(Records excerpted from a collection)
======

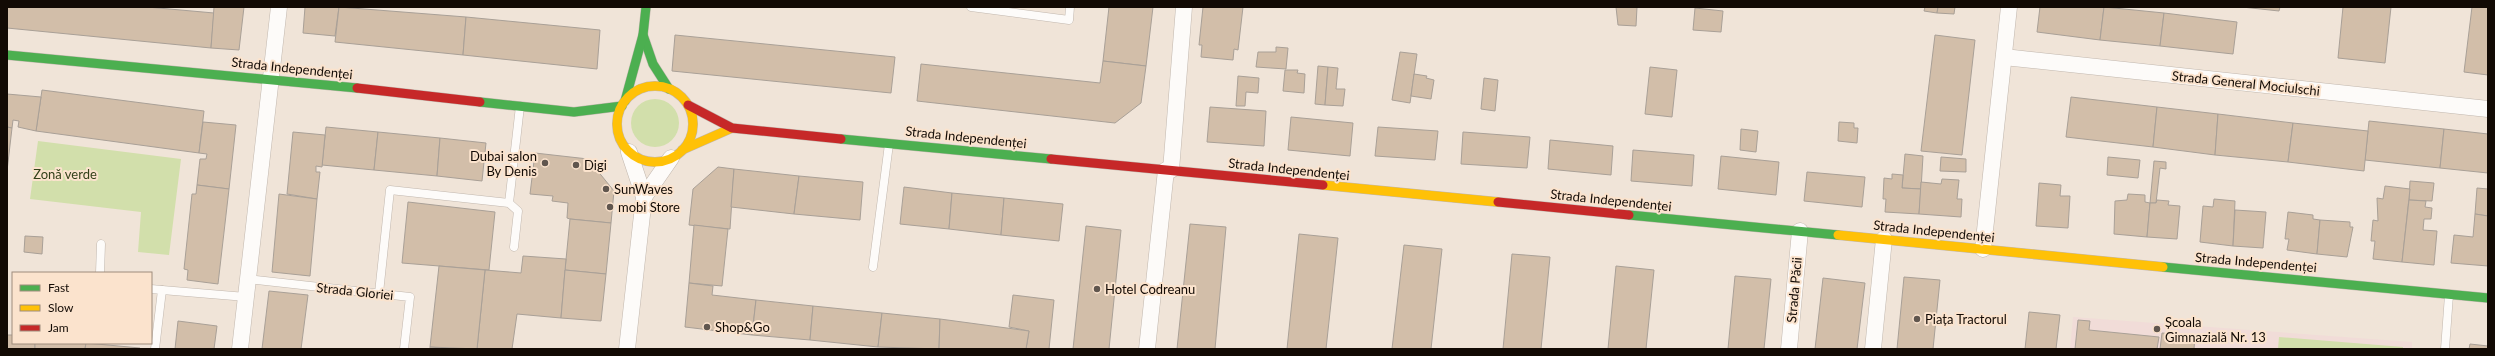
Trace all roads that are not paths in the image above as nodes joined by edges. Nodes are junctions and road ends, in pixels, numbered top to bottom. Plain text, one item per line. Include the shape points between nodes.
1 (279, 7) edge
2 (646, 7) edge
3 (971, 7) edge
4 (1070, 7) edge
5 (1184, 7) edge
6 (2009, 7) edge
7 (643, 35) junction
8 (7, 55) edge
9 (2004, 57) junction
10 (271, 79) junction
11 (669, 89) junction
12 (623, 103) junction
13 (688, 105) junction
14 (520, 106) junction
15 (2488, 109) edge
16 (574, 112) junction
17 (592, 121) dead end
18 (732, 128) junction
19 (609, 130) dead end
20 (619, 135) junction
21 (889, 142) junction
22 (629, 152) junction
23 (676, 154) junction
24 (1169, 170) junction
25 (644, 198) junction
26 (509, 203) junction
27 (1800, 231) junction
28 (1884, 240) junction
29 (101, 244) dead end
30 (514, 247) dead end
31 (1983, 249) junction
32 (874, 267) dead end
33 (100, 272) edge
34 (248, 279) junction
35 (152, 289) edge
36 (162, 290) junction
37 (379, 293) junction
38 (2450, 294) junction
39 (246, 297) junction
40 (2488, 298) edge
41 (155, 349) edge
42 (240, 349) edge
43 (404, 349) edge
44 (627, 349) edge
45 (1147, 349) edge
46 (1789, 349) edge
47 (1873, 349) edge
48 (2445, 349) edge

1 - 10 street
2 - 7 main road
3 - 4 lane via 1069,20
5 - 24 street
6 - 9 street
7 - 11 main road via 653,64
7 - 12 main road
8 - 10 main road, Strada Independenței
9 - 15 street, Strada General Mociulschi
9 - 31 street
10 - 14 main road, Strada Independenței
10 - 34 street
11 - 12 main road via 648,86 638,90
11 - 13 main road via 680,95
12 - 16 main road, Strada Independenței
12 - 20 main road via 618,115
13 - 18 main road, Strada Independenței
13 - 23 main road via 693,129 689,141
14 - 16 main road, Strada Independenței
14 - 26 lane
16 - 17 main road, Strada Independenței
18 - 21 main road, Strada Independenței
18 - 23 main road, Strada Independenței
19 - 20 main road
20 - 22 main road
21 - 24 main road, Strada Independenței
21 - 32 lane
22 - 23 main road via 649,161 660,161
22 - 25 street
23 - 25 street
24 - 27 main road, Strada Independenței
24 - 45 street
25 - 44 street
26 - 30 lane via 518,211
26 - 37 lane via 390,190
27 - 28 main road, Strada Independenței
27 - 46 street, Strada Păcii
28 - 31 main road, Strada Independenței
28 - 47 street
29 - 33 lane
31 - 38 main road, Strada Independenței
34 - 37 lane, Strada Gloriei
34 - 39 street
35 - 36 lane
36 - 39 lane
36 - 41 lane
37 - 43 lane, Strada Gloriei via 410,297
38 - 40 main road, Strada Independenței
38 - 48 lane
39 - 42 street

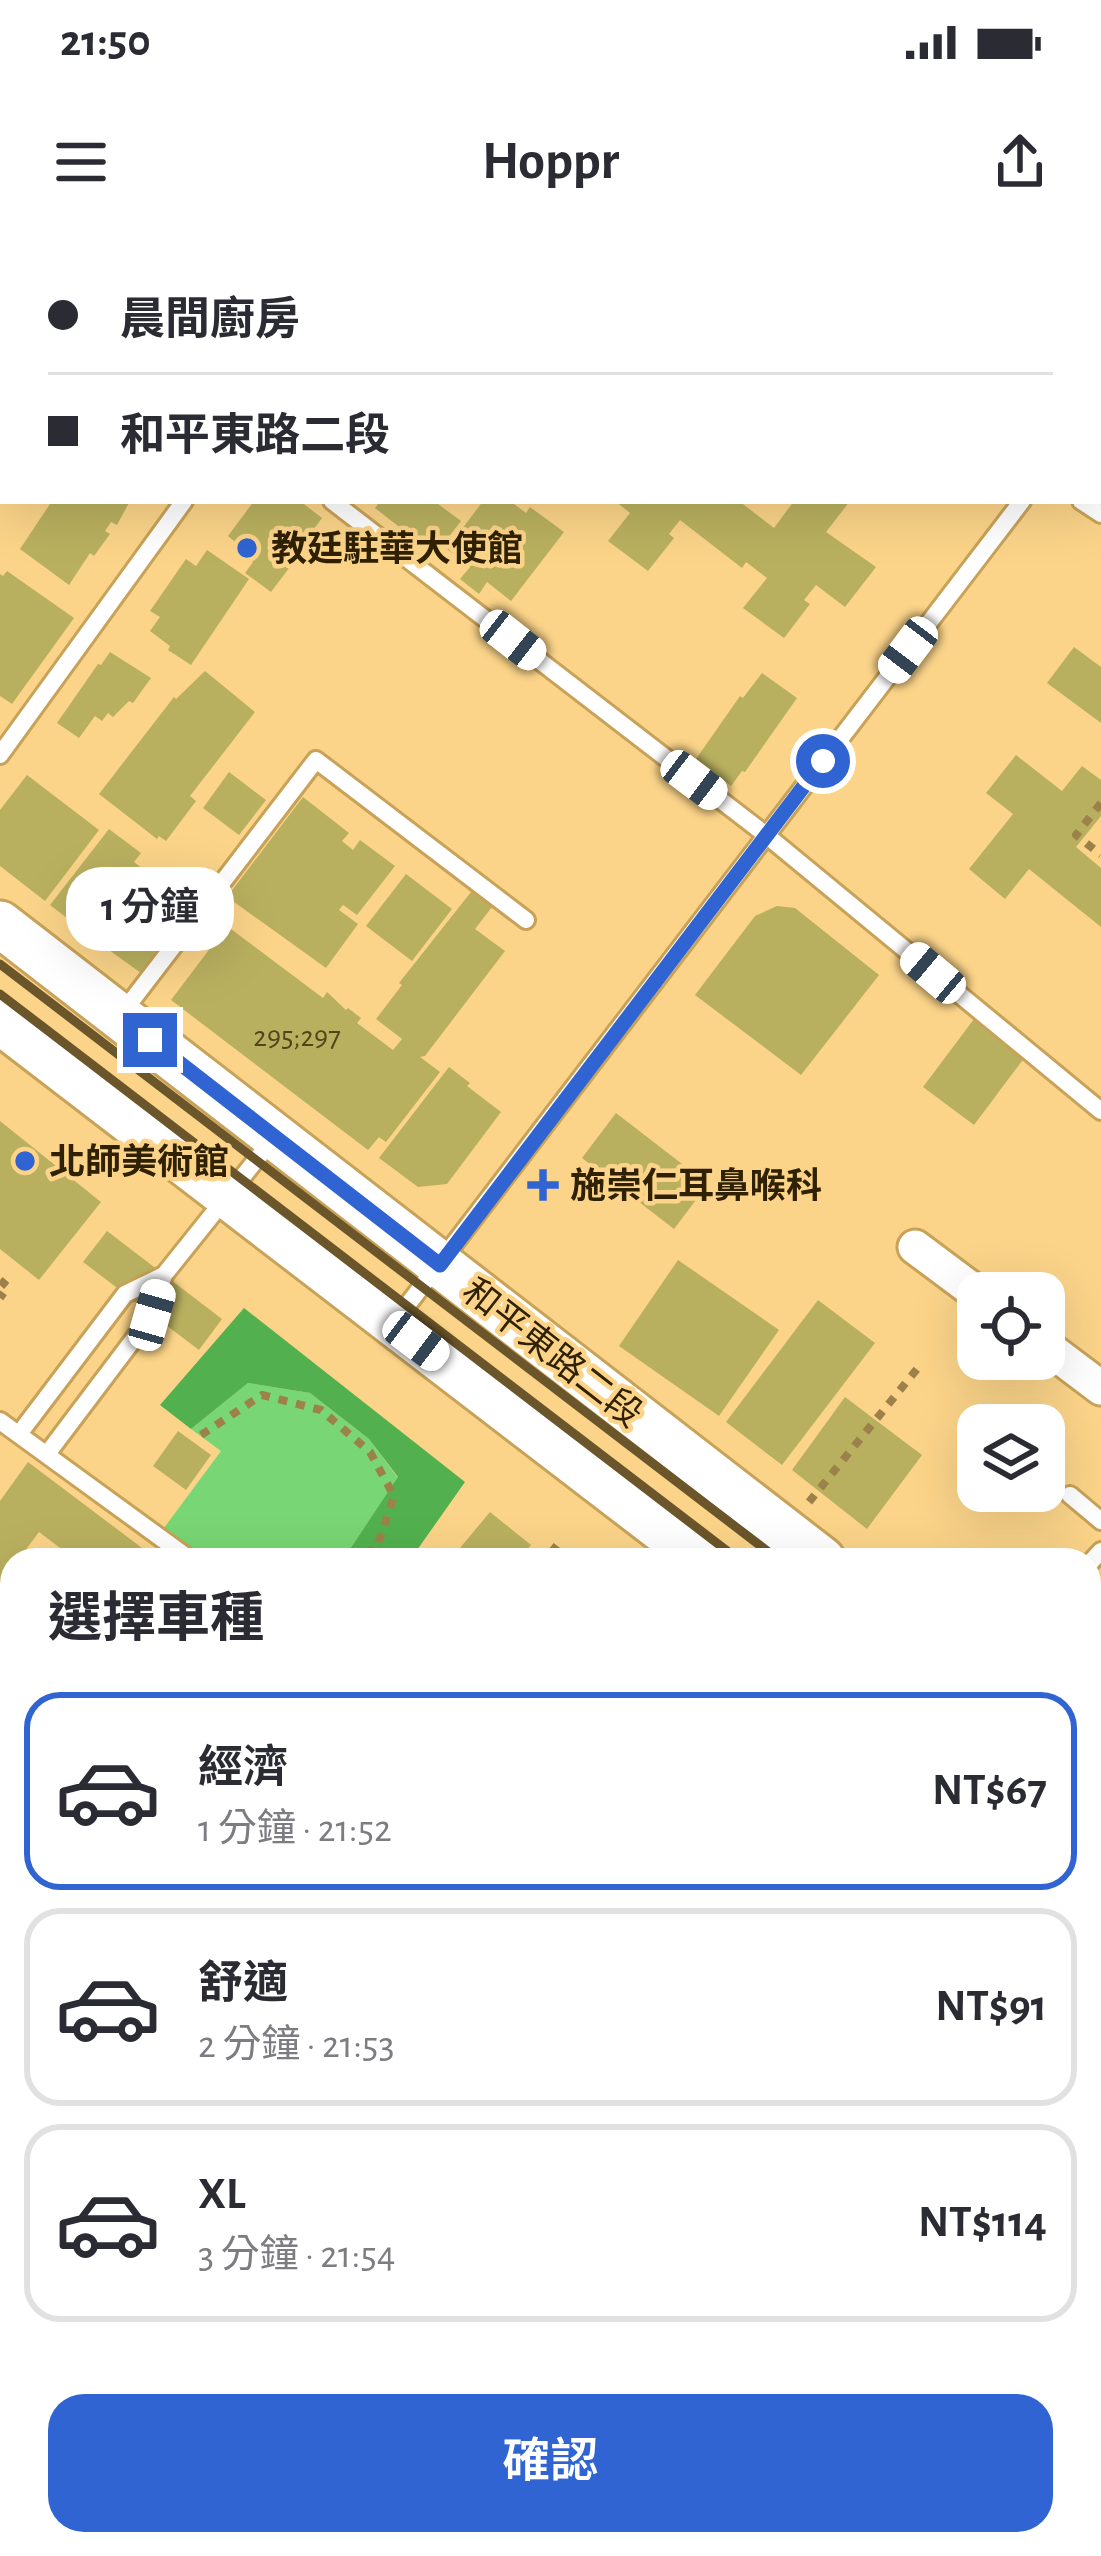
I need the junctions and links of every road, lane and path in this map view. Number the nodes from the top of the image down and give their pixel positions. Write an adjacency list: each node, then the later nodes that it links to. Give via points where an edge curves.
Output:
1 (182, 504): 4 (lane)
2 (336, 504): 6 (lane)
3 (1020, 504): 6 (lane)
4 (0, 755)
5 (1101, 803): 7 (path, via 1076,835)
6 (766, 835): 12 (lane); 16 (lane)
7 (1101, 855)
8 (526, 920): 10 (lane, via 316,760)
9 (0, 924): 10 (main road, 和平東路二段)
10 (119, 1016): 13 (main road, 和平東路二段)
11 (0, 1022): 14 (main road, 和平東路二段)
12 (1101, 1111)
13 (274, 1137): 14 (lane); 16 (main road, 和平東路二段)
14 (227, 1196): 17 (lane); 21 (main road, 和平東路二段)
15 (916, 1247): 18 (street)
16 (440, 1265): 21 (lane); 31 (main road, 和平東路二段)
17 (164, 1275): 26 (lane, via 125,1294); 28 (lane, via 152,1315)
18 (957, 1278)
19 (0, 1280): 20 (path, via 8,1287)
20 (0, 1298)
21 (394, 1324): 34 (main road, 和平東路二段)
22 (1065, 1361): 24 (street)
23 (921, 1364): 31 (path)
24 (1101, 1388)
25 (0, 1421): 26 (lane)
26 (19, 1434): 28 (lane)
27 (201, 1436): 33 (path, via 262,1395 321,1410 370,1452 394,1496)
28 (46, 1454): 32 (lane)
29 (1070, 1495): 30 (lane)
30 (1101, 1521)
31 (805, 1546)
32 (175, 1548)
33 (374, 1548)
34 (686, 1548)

======

Whenever the word "和平東路二段" shows up in a line of the entries, list that line.

9 (0, 924): 10 (main road, 和平東路二段)
10 (119, 1016): 13 (main road, 和平東路二段)
11 (0, 1022): 14 (main road, 和平東路二段)
13 (274, 1137): 14 (lane); 16 (main road, 和平東路二段)
14 (227, 1196): 17 (lane); 21 (main road, 和平東路二段)
16 (440, 1265): 21 (lane); 31 (main road, 和平東路二段)
21 (394, 1324): 34 (main road, 和平東路二段)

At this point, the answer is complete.